I remember the old Cingular/AT&T Wireless commercials with the cell phones cutting out during calls.  I laughed and thought about all the times it had happened to me.  It because such a sticking point that every carrier worked to upgrade their network and provide better call quality.  No one would stand for spotty service any more as they began to rely on their mobile phones as their primary communications devices.

Wireless is the same now as cell phones were then.  We need a concerted effort to upgrade the experience for everyone to make it usable for things like Hotspot 2.0, which will offload traffic from LTE to WiFI seemlessly.  We can’t let terrible wireless rule us like spotty cell phone coverage did years ago.  Do everything you can to make wireless useful for everyone.

3 thoughts on “Why Do We Tolerate Bad Wireless?

  1. I think the problem centers on those who sell Wi-Fi to the hospitality industry. For some reason, they are afraid of their shadows – and try to find many unique and crazy ways to try to ‘offset’ the costs for Wi-Fi to make their products and services seem ‘cheaper’.

    Instead we should be selling our products and services to design Wi-Fi that we would WANT. The costs should be fully covered by the hospitality company.
    – They offer ‘free breakfast’ – everyone knows that incurs a daily cost for food and personnel.
    – They offer ‘free elevators’ – it is just expected you won’t have to walk up 6 flights of stairs – and everyone knows elevators cost to install and maintain.
    – They offer ‘daily cleaning’ of your rooms – everyone knows those services cost the hotel on a daily basis.

    Yet we try to ‘hide’ the costs of Wi-Fi in ‘social analytics’ – ‘ad-sponsorships’ – ‘take a survey’ -‘billing for Wi-Fi Access’ – and other such nonsense.

    Public Wi-Fi should be Fast – Free – Easy – that’s it.

    Public Wi-Fi is and should be no different to a hospitality company than any of the other services their customers have come to expect.

    No one would expect to have no maid service, no elevators, no public restrooms, or poor food at the ‘Free Breakfast’. Wi-Fi is no different.

    Thanks for the Post Tom

    Keith

    @KeithRParsons

    • Well put, Keith.
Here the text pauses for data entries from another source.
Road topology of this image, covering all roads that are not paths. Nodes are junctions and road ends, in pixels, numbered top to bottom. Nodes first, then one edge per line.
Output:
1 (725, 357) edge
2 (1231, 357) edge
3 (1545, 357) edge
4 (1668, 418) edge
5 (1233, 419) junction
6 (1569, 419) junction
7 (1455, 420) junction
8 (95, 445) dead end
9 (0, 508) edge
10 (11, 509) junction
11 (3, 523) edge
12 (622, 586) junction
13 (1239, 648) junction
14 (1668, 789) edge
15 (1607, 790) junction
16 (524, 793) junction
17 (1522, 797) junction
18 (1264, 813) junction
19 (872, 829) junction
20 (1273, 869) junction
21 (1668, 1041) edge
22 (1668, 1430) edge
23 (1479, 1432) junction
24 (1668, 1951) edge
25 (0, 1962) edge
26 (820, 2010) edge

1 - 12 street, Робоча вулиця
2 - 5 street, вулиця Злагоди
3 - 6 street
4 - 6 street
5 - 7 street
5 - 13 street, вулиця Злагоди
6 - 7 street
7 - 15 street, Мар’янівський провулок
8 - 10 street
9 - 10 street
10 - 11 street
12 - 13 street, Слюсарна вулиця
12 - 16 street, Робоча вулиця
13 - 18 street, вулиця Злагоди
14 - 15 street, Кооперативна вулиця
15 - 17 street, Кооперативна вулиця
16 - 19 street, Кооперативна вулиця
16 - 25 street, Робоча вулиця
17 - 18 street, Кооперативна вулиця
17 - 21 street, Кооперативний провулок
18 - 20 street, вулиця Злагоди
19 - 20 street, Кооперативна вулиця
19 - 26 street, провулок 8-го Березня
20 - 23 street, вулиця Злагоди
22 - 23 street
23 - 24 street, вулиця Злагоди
And well written, Tom.

      My experience while geeking out on the road is that many hotels I have stayed in recently have plenty of APs to cover the property fairly well. Coverage is fine (-65db or better on my laptop), channel utilization/saturation is not bad, CCI is mostly under control, but the internet connection is painfully over-saturated. It makes sense- how easy is it to fire up Netflix on just about any wireless device nowadays? Even if a hotel has a 25mbit internet pipe, a dozen or so people streaming a movie are going to bring that pipe to its knees.

      I have stayed in hotels in Silicon Valley that on a cheap night cost $180 and the wireless just plain sucks. There is no excuse expecting 4 consumer-grade APs to cover 100 rooms in a 3 story hotel where just about every guest is going to have *at least* 2 WiFi devices. (Looking at you, Holiday Inn Express – two different locations in San Jose).

      There has to be a happy medium, and some hotels seem to be seeking that with premium connectivity (using Ibahn, for example) on top of the free offering to the masses.

      -Jon

  2. “Wireless is the same now as cell phones were then. We need a concerted effort to upgrade the experience for everyone to make it usable for things like Hotspot 2.0, which will offload traffic from LTE to WiFI seemlessly”

    You can do this fairly easily with EAP-SIM today. We do it in our buildings (and everybody around I guess) as well as a couple of other places in town (Arena and other high traffic areas). Just need to be a client and have your wireless on on your phone/device.